DATA PROVIDED:
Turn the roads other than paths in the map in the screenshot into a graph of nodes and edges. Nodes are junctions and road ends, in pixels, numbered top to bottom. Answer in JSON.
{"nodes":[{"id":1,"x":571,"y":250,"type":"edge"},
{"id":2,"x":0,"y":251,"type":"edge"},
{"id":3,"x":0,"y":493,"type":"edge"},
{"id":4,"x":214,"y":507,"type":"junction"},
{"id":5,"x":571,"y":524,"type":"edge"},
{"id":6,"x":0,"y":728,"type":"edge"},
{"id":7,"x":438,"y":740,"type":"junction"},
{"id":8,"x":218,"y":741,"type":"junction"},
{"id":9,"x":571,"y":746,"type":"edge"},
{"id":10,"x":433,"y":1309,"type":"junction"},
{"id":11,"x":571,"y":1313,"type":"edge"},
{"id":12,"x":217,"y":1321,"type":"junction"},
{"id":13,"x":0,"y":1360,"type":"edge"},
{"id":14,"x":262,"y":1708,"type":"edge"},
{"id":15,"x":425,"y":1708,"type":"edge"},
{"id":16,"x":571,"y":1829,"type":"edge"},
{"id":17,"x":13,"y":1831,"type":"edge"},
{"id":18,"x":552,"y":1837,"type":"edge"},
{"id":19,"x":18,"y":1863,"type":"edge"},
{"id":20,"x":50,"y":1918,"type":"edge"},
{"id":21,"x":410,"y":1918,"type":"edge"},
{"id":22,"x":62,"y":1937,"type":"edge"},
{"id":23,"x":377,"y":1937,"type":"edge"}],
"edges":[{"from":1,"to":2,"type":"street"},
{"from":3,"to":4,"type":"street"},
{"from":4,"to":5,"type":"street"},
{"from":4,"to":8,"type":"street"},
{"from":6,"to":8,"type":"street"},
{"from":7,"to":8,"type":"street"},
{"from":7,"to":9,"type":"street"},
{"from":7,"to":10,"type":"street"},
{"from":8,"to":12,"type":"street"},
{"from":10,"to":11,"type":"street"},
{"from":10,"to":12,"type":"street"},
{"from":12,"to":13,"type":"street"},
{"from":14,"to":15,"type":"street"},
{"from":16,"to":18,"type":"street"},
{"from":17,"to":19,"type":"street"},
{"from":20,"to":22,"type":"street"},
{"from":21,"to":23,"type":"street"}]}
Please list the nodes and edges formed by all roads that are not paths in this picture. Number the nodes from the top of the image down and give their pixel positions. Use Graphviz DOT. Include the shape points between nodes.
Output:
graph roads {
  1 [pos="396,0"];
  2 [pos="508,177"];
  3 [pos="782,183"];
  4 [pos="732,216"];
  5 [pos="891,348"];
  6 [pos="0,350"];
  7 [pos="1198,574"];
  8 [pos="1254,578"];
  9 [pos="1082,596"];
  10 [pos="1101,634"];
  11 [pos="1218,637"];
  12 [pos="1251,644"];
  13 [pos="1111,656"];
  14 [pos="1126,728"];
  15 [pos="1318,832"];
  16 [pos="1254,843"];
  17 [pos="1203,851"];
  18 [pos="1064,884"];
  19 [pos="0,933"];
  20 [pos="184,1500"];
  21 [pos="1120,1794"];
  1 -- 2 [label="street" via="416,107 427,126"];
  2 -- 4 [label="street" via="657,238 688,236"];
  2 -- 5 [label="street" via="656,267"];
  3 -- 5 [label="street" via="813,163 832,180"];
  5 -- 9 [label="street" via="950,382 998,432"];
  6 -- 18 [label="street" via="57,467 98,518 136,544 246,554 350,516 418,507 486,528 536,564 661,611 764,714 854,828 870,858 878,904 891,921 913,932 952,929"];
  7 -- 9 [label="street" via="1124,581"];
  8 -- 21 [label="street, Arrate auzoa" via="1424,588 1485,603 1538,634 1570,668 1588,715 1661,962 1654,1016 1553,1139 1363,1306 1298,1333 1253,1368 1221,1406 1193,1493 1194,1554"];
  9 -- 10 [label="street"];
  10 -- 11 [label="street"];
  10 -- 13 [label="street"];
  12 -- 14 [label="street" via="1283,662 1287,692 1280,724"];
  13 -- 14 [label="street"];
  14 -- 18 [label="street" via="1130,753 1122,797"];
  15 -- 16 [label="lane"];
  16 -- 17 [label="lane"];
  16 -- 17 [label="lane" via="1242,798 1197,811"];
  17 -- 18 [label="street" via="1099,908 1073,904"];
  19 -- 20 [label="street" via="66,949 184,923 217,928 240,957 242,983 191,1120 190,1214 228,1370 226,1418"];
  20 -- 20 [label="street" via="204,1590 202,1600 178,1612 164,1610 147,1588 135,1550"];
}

YOUR TASK:
Print the entries above exactly as they were written, down to the last line.

ANSWER FOR THIS EXERCISE:
Turn the roads other than paths in the map in the screenshot into a graph of nodes and edges. Nodes are junctions and road ends, in pixels, numbered top to bottom. Answer in JSON.
{"nodes":[{"id":1,"x":571,"y":250,"type":"edge"},
{"id":2,"x":0,"y":251,"type":"edge"},
{"id":3,"x":0,"y":493,"type":"edge"},
{"id":4,"x":214,"y":507,"type":"junction"},
{"id":5,"x":571,"y":524,"type":"edge"},
{"id":6,"x":0,"y":728,"type":"edge"},
{"id":7,"x":438,"y":740,"type":"junction"},
{"id":8,"x":218,"y":741,"type":"junction"},
{"id":9,"x":571,"y":746,"type":"edge"},
{"id":10,"x":433,"y":1309,"type":"junction"},
{"id":11,"x":571,"y":1313,"type":"edge"},
{"id":12,"x":217,"y":1321,"type":"junction"},
{"id":13,"x":0,"y":1360,"type":"edge"},
{"id":14,"x":262,"y":1708,"type":"edge"},
{"id":15,"x":425,"y":1708,"type":"edge"},
{"id":16,"x":571,"y":1829,"type":"edge"},
{"id":17,"x":13,"y":1831,"type":"edge"},
{"id":18,"x":552,"y":1837,"type":"edge"},
{"id":19,"x":18,"y":1863,"type":"edge"},
{"id":20,"x":50,"y":1918,"type":"edge"},
{"id":21,"x":410,"y":1918,"type":"edge"},
{"id":22,"x":62,"y":1937,"type":"edge"},
{"id":23,"x":377,"y":1937,"type":"edge"}],
"edges":[{"from":1,"to":2,"type":"street"},
{"from":3,"to":4,"type":"street"},
{"from":4,"to":5,"type":"street"},
{"from":4,"to":8,"type":"street"},
{"from":6,"to":8,"type":"street"},
{"from":7,"to":8,"type":"street"},
{"from":7,"to":9,"type":"street"},
{"from":7,"to":10,"type":"street"},
{"from":8,"to":12,"type":"street"},
{"from":10,"to":11,"type":"street"},
{"from":10,"to":12,"type":"street"},
{"from":12,"to":13,"type":"street"},
{"from":14,"to":15,"type":"street"},
{"from":16,"to":18,"type":"street"},
{"from":17,"to":19,"type":"street"},
{"from":20,"to":22,"type":"street"},
{"from":21,"to":23,"type":"street"}]}
Please list the nodes and edges formed by all roads that are not paths in this picture. Number the nodes from the top of the image down and give their pixel positions. Use Graphviz DOT. Include the shape points between nodes.
Output:
graph roads {
  1 [pos="396,0"];
  2 [pos="508,177"];
  3 [pos="782,183"];
  4 [pos="732,216"];
  5 [pos="891,348"];
  6 [pos="0,350"];
  7 [pos="1198,574"];
  8 [pos="1254,578"];
  9 [pos="1082,596"];
  10 [pos="1101,634"];
  11 [pos="1218,637"];
  12 [pos="1251,644"];
  13 [pos="1111,656"];
  14 [pos="1126,728"];
  15 [pos="1318,832"];
  16 [pos="1254,843"];
  17 [pos="1203,851"];
  18 [pos="1064,884"];
  19 [pos="0,933"];
  20 [pos="184,1500"];
  21 [pos="1120,1794"];
  1 -- 2 [label="street" via="416,107 427,126"];
  2 -- 4 [label="street" via="657,238 688,236"];
  2 -- 5 [label="street" via="656,267"];
  3 -- 5 [label="street" via="813,163 832,180"];
  5 -- 9 [label="street" via="950,382 998,432"];
  6 -- 18 [label="street" via="57,467 98,518 136,544 246,554 350,516 418,507 486,528 536,564 661,611 764,714 854,828 870,858 878,904 891,921 913,932 952,929"];
  7 -- 9 [label="street" via="1124,581"];
  8 -- 21 [label="street, Arrate auzoa" via="1424,588 1485,603 1538,634 1570,668 1588,715 1661,962 1654,1016 1553,1139 1363,1306 1298,1333 1253,1368 1221,1406 1193,1493 1194,1554"];
  9 -- 10 [label="street"];
  10 -- 11 [label="street"];
  10 -- 13 [label="street"];
  12 -- 14 [label="street" via="1283,662 1287,692 1280,724"];
  13 -- 14 [label="street"];
  14 -- 18 [label="street" via="1130,753 1122,797"];
  15 -- 16 [label="lane"];
  16 -- 17 [label="lane"];
  16 -- 17 [label="lane" via="1242,798 1197,811"];
  17 -- 18 [label="street" via="1099,908 1073,904"];
  19 -- 20 [label="street" via="66,949 184,923 217,928 240,957 242,983 191,1120 190,1214 228,1370 226,1418"];
  20 -- 20 [label="street" via="204,1590 202,1600 178,1612 164,1610 147,1588 135,1550"];
}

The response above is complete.